[Saved data entries]
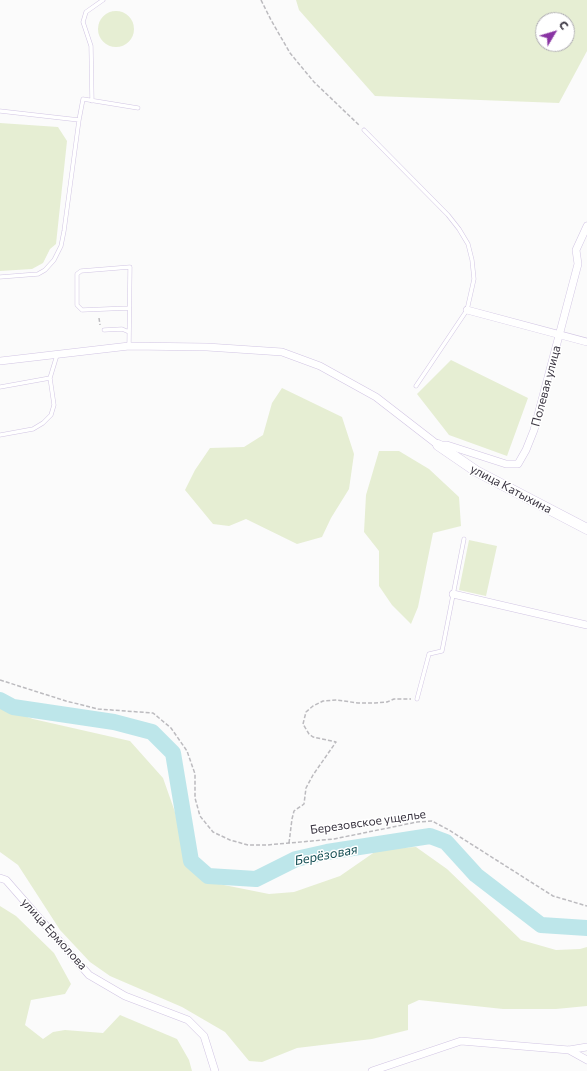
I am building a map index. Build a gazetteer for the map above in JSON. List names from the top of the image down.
{
  "streets": {
    "street": ["Полевая улица", "улица Катыхина", "улица Ермолова"],
    "path": ["Березовское ущелье"]
  },
  "crossings": [
    ["Полевая улица", "улица Катыхина"]
  ],
  "water": ["Берёзовая"],
  "north": "top right"
}
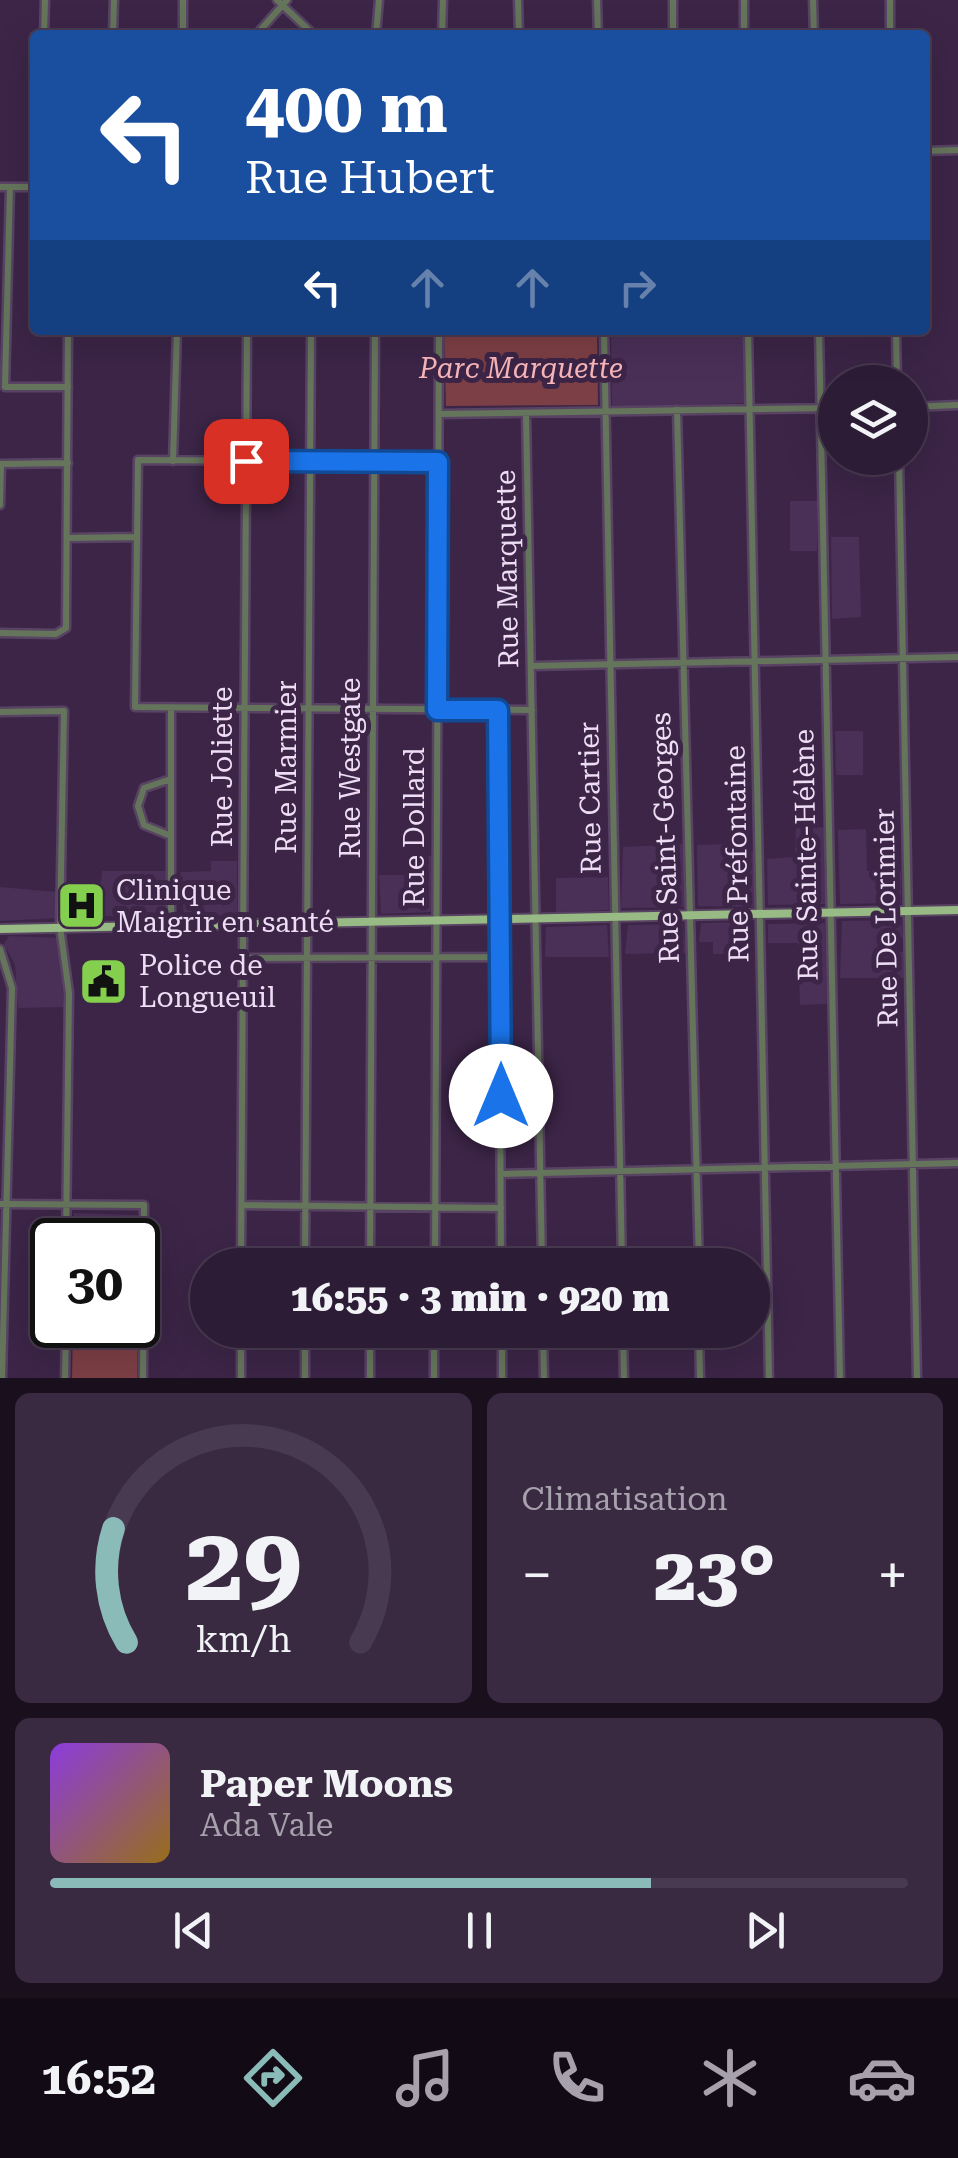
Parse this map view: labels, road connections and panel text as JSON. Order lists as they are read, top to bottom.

> **What is being asked**: Return the data word for word without its pictures.

> **Your solution**:
I am building a map index. Build a gazetteer for the map above in JSON. List names from the top of the image down.
{
  "streets": {
    "street": ["Полевая улица", "улица Катыхина", "улица Ермолова"],
    "path": ["Березовское ущелье"]
  },
  "crossings": [
    ["Полевая улица", "улица Катыхина"]
  ],
  "water": ["Берёзовая"],
  "north": "top right"
}
Parse this map view: labels, road connections and panel text as JSON. Order lists as they are read, top to bottom.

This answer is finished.